The inscription along the lower edge indicates that the court artist Basawan carried out the design and drawing of faces, and Bhim Gujarati was responsible for the colouring. Abu'l Fazl in his discussion of court painters lists Basawan as one the most important: "Basawan. In back grounding, drawing of features, distribution of colours, portrait painting, and several other branches, he is most excellent, so much so that many critics prefer him to Daswanth" (Beach 1981, p.24). As Beach explains that "of the ninety-eight illustrations in the Tehran volume of that work [Jami al-Tawarikh of 1596], Miskin executed twenty designs, Lal nineteen, and Basawam sixteen."
The present lot demonstrates Basawan's aptitude for portraiture; his rendering of all the faces are sensitively observed showing his awareness and understanding of European art. As Seyller states, "what ultimately sets Basawan apart from his peers is his profound understanding of the human condition and his virtuoso technique" (Beach, Fishcher and Goswamy 2011, p.126). A folio from the Victoria and Albert Akbarnama (ibid. p.127, fig.6), composed by Basawan ten years earlier, shows a similar dynamic composition to the current illustration. Both depict a dramatic battle scene unfolding, a mass of bodies tumbling diagonally across the picture plane. Basawan was a master at creating spatial depth and movement and his compositions were both dramatic and perfectly balanced.

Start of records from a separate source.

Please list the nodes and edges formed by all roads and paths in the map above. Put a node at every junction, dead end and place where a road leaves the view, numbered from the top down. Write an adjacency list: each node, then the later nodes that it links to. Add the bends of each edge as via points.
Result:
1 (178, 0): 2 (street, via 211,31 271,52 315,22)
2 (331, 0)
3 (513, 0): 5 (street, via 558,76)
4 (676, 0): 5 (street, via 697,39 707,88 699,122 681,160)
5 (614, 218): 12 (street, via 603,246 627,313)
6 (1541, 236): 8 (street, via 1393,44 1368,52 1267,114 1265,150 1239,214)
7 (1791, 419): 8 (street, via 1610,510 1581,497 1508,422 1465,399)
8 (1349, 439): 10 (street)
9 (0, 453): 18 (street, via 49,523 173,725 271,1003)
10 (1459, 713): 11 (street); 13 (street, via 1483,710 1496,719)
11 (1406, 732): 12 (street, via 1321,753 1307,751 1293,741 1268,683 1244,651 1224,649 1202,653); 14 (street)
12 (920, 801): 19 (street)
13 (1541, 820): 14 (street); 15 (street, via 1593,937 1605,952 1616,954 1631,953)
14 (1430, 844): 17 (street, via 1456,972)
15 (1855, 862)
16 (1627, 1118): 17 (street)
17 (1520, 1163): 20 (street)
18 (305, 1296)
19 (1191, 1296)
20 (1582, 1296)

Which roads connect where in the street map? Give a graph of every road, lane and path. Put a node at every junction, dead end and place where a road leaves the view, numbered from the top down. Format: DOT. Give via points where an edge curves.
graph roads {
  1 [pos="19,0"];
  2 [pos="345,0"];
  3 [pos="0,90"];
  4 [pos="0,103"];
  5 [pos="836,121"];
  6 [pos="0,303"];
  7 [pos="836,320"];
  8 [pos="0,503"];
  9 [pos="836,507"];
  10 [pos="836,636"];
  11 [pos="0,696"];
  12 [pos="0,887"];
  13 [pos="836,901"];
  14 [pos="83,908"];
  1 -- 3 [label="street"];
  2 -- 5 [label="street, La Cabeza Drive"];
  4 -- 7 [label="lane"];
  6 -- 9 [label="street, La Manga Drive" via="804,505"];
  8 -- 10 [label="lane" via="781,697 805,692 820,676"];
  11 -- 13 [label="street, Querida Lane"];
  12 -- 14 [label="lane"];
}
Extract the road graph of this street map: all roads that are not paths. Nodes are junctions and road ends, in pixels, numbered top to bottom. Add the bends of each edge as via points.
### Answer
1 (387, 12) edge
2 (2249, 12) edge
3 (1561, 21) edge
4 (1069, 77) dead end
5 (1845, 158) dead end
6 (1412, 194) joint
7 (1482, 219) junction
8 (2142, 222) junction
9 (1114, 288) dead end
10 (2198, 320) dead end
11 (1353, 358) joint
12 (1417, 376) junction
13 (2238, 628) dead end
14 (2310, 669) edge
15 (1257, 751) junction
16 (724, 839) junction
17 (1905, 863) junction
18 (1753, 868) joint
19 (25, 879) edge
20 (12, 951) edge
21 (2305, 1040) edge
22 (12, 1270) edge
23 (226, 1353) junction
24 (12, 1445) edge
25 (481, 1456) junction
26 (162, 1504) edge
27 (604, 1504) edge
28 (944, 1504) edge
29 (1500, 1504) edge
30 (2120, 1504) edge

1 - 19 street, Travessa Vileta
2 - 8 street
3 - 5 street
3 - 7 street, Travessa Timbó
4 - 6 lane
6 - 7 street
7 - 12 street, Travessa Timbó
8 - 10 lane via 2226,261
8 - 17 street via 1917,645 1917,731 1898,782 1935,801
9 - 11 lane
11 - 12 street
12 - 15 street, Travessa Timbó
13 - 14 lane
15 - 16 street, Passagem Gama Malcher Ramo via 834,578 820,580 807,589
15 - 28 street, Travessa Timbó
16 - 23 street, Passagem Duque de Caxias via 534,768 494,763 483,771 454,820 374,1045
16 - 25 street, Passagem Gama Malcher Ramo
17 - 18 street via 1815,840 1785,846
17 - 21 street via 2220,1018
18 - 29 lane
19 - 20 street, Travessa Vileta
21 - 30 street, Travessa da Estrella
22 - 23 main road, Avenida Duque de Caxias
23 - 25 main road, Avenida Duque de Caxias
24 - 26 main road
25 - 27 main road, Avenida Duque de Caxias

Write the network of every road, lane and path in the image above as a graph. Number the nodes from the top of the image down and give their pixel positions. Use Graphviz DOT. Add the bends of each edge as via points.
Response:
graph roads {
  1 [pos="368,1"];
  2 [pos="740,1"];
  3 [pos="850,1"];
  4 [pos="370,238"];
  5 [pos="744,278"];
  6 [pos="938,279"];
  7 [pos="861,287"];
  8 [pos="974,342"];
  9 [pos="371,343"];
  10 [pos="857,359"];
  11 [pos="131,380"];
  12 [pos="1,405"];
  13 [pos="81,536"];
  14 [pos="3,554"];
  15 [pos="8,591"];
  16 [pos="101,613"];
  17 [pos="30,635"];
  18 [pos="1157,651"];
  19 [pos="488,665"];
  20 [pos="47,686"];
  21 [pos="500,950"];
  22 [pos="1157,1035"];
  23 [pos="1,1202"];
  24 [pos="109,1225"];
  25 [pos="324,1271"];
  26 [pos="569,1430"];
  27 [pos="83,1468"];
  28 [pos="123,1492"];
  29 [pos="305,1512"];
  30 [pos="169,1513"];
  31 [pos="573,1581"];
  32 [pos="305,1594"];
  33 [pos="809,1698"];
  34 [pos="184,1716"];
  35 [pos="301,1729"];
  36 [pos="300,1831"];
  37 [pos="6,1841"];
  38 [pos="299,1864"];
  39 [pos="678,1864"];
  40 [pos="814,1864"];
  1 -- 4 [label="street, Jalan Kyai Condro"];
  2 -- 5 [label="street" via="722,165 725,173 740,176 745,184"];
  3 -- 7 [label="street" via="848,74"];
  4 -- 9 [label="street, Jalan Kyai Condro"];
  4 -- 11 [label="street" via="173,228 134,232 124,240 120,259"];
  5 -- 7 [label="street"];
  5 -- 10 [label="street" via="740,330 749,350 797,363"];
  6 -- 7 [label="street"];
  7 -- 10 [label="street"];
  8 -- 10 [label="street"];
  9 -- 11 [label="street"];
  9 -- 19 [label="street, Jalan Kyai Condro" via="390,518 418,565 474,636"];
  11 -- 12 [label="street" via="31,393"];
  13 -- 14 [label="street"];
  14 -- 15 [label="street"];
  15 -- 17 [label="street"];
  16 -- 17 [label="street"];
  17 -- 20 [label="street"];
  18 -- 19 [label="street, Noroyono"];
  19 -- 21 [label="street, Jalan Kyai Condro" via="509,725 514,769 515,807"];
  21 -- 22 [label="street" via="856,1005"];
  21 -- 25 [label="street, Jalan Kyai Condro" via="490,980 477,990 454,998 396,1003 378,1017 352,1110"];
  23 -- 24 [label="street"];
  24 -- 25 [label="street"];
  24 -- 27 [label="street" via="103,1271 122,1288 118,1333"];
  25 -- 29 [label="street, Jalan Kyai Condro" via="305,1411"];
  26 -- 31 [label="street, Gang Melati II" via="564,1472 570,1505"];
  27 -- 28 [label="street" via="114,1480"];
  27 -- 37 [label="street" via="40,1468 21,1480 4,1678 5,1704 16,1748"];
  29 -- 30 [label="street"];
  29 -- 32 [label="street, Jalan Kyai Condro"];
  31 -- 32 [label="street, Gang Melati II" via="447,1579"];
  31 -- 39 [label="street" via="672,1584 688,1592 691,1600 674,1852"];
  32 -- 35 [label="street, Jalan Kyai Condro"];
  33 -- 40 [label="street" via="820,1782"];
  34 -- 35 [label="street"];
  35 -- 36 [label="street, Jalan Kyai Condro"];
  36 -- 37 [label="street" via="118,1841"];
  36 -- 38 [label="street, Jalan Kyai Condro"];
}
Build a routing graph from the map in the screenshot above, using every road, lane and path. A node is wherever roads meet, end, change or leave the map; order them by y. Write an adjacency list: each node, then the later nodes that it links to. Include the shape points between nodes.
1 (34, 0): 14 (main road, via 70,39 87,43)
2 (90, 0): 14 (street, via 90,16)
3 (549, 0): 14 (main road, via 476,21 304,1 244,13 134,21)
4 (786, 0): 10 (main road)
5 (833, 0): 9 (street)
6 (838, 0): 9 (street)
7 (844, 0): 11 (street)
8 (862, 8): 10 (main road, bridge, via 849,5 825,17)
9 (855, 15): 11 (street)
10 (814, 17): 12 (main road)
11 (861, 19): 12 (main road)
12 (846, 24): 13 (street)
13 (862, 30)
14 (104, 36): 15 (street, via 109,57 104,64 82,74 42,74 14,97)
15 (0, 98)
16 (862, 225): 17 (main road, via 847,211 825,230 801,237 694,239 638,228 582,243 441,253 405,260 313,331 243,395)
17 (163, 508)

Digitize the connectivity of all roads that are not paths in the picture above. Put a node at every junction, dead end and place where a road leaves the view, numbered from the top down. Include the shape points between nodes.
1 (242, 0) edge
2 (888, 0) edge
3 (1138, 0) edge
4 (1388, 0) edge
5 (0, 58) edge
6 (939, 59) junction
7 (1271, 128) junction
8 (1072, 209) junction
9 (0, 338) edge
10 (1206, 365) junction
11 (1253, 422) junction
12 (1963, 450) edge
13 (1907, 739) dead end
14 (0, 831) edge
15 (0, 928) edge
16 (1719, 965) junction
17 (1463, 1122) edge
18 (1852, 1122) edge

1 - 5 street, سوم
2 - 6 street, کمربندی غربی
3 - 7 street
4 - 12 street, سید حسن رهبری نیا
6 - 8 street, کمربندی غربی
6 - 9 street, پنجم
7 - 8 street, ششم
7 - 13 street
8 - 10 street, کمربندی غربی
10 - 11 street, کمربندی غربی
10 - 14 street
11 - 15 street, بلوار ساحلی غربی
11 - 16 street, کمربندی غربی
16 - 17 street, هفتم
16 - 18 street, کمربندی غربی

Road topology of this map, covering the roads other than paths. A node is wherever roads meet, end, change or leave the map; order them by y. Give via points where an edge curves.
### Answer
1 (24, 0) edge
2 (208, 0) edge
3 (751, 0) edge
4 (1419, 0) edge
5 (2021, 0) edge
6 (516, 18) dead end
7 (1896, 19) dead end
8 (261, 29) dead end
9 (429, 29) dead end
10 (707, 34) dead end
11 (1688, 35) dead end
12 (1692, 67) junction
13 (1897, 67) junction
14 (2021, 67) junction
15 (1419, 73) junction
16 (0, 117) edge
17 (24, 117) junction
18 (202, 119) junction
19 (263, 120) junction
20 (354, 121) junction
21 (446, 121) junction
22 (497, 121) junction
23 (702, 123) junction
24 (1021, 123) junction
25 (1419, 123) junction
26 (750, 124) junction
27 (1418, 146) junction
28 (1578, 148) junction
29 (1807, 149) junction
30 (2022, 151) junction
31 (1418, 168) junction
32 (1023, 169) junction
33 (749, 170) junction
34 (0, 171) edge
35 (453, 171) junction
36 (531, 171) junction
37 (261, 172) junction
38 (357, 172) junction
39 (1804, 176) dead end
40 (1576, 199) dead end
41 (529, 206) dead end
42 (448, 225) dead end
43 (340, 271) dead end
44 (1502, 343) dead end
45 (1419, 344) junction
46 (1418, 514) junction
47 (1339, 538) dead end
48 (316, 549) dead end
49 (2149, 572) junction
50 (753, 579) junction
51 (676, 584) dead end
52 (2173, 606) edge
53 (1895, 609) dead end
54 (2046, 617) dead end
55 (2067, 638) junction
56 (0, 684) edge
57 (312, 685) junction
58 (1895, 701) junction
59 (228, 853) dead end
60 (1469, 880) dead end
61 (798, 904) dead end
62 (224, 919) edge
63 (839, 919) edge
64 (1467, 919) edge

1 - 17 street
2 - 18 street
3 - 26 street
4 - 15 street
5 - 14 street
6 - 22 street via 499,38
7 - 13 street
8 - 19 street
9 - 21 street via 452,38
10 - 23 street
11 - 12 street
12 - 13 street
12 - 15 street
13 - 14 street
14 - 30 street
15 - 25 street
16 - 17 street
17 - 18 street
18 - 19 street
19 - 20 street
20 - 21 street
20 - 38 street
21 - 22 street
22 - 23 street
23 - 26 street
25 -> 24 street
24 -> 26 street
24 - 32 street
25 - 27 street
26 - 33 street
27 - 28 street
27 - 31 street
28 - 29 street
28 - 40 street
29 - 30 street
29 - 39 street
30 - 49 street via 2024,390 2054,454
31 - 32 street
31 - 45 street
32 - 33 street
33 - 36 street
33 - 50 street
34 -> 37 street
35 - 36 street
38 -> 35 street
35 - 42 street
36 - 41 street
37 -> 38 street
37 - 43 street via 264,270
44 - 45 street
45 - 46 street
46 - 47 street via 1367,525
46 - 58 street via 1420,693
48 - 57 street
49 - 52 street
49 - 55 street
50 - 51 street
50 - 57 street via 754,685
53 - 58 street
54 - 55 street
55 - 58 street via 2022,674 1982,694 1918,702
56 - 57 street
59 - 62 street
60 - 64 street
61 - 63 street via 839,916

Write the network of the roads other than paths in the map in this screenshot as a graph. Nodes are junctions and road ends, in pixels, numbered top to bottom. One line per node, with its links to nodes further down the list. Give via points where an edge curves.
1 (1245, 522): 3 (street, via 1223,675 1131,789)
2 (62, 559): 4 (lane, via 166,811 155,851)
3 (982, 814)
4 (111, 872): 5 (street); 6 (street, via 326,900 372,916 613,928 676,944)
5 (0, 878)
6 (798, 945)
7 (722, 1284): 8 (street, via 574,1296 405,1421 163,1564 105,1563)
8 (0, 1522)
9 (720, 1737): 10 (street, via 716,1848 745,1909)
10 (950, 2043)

Bhim Gujarati is described as "the first generation of painters at the Mughal atelier, his earliest work being preserved in MS tarikh (timuria), c.1582-5. In joint work, he seems always to have contributed 'colouring' ('amal) only. However, he is responsible for full pictures in MSS 'Iyar (CBL), Babur (BM) and Khamsa (BM)..." (S. Verma, Mughal Painters and their work, Delhi, 1994, p.100). Other illustrations jointly produced by Basawan and Bhim Gujarati are as follows:
1. The birth of Ghazan Khan
Worcester Art Museum, Mass. 1935.12.
2. Chingiz Khan dividing his empire among his sons
Metropolitan Museum of Art, no. 48.144.
3. Birth of a Prince
Ex-Collection M. Demotte, Paris
4. Sultan Ghazan Khan entrusts his minister Rashiduddin with the writing of a history of the Mongols
Imperial Library, Tehran
5. Timur with 600 men crossing the Jaihun
Tarikh-i Khandan-i Timuria
Oriental Public Library, Patna, f.16b
In the Gulistan Palace Library, Tehran, there are ninety-eight miniatures, including a further illustrated leaf ascribed to Bhim Gujarati.